- [Saved entries]
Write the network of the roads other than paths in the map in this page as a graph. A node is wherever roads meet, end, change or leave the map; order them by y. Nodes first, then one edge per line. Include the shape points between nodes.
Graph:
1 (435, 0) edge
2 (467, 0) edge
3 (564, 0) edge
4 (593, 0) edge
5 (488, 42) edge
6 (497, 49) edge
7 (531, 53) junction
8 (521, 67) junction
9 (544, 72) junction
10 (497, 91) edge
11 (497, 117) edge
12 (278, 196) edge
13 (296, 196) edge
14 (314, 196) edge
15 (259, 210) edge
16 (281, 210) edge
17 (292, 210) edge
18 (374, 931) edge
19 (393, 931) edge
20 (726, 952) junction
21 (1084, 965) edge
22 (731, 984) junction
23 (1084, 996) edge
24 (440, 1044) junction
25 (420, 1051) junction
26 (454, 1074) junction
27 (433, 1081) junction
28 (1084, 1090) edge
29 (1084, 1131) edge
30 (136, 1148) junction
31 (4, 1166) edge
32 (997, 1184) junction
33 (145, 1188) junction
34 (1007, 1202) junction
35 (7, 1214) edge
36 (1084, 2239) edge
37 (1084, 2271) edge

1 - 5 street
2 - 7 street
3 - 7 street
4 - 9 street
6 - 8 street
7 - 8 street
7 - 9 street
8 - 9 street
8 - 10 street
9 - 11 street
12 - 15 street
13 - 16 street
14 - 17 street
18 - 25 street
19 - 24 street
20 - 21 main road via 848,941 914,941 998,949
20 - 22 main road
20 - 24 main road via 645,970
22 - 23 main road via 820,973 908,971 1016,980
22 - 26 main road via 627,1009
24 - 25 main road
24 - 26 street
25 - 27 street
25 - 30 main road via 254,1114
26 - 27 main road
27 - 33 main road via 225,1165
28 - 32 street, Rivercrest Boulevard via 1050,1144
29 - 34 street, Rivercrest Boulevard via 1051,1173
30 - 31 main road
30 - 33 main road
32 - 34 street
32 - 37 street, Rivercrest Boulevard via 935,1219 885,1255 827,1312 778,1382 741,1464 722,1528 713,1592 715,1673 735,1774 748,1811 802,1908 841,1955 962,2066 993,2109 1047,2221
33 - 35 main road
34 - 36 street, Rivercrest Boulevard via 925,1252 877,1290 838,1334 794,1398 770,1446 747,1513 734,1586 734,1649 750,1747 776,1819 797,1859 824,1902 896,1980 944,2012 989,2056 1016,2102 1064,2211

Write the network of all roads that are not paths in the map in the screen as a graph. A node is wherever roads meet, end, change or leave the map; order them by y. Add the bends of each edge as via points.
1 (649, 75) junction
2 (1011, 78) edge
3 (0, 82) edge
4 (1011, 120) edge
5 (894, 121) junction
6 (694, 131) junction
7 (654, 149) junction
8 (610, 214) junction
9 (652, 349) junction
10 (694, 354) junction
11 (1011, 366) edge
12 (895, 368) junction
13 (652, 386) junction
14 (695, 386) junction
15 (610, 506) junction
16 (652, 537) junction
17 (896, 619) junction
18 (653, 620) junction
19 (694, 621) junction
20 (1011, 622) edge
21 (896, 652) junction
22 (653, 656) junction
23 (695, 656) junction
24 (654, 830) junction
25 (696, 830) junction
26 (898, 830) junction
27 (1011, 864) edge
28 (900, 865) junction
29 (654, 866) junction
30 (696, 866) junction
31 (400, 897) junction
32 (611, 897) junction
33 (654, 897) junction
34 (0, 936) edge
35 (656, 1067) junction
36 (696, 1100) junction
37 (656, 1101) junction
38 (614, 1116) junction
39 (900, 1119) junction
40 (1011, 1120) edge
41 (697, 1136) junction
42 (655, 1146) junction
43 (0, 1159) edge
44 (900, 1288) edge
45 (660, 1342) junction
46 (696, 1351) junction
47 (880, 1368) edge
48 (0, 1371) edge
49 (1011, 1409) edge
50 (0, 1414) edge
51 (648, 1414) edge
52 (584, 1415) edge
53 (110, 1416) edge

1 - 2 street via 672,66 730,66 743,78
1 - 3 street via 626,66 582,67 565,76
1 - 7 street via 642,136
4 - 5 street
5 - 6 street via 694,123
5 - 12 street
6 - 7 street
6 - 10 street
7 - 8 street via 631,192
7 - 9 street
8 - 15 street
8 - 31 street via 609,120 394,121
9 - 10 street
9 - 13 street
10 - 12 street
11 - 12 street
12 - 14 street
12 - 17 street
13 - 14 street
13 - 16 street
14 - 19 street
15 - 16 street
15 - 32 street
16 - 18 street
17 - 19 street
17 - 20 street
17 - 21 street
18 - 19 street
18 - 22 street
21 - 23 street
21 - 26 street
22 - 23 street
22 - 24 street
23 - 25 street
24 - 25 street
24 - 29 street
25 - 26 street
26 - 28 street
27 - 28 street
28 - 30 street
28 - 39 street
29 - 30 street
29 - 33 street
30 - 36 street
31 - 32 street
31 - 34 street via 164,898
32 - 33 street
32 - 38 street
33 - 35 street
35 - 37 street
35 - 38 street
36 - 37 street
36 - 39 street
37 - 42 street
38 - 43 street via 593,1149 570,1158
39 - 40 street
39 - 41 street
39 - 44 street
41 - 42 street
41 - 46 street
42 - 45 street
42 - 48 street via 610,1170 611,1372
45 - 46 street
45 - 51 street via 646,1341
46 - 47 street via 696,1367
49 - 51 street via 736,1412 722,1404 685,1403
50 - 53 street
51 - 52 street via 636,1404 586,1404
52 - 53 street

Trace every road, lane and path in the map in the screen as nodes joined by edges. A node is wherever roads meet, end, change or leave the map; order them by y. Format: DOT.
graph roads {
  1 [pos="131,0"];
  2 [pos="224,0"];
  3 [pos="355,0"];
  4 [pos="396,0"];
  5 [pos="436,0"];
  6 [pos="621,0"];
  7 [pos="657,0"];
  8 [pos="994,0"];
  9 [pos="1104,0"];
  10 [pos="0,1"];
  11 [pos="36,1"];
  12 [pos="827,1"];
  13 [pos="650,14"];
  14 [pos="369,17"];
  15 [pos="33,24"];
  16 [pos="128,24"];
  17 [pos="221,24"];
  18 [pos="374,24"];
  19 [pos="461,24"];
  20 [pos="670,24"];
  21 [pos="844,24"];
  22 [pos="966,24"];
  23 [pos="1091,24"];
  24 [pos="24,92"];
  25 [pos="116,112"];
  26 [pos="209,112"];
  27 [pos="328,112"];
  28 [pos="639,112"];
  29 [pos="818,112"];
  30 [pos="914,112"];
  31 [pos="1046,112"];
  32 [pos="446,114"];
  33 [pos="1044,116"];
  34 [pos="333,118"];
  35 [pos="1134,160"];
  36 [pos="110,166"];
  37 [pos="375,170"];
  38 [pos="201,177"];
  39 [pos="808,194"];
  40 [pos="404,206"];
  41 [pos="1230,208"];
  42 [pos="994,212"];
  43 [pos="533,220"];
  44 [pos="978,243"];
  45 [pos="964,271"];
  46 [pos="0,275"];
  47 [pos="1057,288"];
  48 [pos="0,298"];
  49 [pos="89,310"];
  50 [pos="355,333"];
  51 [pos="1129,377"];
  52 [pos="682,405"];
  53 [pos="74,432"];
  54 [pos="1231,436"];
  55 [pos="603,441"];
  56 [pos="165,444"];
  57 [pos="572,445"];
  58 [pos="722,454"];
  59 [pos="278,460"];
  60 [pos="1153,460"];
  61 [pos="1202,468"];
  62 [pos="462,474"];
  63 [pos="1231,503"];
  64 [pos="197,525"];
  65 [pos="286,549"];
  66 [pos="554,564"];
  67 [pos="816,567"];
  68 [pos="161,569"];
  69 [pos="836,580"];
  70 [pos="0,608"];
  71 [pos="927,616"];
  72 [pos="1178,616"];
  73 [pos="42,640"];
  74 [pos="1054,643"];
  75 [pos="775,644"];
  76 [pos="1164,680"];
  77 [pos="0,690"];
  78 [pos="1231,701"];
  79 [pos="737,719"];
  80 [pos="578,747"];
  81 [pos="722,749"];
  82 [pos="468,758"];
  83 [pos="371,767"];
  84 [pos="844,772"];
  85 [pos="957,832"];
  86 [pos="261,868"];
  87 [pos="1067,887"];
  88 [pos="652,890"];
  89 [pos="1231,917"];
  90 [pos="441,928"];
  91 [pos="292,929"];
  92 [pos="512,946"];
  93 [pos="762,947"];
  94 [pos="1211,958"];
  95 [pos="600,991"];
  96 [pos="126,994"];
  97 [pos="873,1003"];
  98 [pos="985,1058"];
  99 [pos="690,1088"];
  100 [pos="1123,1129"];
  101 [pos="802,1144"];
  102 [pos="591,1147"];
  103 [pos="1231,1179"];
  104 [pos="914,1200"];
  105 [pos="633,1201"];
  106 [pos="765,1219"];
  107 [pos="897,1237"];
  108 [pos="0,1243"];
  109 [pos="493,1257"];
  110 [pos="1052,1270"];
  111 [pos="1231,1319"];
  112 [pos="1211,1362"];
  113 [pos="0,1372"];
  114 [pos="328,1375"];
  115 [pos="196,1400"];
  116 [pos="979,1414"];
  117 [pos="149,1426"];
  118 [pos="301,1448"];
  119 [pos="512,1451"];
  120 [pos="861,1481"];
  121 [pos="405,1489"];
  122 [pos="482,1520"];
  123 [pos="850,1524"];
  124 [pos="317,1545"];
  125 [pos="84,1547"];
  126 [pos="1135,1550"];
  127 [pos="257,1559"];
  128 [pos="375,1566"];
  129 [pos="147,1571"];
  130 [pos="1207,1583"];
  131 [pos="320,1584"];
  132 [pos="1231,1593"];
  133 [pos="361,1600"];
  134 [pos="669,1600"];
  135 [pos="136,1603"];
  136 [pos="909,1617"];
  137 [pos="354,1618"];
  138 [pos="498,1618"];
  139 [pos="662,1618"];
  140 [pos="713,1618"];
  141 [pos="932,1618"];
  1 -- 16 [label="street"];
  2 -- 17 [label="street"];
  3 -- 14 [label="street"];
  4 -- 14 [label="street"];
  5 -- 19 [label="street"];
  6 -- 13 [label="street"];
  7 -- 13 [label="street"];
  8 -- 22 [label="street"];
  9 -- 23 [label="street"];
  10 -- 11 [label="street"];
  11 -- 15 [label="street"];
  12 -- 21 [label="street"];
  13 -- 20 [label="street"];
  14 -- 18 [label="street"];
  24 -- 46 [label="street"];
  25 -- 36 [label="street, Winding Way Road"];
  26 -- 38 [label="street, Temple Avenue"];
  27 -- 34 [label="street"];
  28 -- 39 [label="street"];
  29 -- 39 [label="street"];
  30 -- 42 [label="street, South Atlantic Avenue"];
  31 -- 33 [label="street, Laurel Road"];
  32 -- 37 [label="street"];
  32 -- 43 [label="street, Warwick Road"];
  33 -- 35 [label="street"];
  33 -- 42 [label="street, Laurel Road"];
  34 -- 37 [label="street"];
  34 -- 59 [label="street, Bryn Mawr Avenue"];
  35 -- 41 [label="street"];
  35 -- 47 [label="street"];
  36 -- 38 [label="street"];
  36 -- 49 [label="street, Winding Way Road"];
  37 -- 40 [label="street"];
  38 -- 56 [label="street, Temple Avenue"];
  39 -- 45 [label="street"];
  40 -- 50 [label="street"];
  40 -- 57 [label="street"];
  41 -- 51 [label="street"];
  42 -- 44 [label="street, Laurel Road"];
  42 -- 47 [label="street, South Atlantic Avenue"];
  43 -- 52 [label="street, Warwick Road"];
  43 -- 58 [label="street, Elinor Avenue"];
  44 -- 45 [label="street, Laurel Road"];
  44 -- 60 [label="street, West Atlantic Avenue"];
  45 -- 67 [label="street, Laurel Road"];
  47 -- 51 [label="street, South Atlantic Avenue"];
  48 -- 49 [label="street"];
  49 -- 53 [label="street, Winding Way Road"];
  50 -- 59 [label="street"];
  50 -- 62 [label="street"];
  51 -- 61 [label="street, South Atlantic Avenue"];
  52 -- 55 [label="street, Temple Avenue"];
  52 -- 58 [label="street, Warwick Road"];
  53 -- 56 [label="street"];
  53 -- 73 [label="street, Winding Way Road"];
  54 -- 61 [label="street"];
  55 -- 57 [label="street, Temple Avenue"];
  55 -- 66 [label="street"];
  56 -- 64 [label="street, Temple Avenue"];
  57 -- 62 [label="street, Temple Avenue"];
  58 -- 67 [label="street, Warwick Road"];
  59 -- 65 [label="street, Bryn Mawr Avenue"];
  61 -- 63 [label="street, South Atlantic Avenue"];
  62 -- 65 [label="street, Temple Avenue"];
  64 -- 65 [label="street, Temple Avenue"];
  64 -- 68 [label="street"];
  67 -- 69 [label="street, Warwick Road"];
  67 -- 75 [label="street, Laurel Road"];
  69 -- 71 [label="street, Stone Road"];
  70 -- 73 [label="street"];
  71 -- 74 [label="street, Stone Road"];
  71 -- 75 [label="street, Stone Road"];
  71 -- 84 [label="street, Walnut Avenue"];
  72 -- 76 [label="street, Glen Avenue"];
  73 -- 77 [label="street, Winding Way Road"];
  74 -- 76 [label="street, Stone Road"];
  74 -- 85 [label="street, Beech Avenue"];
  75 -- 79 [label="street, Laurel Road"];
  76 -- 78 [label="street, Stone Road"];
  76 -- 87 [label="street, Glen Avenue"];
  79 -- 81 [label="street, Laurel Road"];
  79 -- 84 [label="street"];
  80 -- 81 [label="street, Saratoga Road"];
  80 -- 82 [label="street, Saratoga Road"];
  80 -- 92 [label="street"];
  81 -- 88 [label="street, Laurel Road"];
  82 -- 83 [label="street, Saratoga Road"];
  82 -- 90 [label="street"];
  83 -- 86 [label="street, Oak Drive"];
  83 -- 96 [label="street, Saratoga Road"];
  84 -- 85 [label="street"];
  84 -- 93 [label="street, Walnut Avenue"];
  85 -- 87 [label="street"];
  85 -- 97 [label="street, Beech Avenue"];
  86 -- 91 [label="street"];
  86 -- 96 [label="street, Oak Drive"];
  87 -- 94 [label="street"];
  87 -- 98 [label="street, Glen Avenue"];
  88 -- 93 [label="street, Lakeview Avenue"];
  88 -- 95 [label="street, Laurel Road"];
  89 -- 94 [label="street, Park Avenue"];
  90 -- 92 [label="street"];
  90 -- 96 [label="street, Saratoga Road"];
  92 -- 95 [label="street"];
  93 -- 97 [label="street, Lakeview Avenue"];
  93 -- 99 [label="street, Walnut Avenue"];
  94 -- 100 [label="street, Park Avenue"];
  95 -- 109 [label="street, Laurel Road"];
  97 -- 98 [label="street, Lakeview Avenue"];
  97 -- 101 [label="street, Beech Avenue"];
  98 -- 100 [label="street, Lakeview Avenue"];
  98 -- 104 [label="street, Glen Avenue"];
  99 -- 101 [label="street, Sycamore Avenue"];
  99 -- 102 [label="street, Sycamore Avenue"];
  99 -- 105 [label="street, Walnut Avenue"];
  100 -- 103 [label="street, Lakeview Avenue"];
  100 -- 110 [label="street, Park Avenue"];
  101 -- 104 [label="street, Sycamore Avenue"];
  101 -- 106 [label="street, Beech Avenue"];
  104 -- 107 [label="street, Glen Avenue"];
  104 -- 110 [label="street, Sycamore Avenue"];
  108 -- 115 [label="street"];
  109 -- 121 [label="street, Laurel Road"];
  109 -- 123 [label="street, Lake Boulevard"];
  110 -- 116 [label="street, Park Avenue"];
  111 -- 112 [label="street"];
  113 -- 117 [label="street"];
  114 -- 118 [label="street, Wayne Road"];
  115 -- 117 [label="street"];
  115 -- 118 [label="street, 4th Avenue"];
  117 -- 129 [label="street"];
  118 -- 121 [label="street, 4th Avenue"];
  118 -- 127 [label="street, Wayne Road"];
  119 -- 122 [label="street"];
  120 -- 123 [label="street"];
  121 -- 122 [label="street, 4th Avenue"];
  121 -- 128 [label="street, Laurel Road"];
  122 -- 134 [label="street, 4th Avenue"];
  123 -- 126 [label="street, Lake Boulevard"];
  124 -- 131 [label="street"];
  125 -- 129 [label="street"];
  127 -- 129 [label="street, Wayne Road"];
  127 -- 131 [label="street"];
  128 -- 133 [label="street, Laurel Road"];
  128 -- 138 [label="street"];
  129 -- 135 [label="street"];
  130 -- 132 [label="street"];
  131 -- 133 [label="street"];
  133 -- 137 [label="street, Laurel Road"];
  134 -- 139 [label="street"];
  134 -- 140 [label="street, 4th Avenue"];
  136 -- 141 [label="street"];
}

- [Task item] Your answer should be each line from the entries that includes the string "Wayne".

- [Problem solution]
  114 -- 118 [label="street, Wayne Road"];
  118 -- 127 [label="street, Wayne Road"];
  127 -- 129 [label="street, Wayne Road"];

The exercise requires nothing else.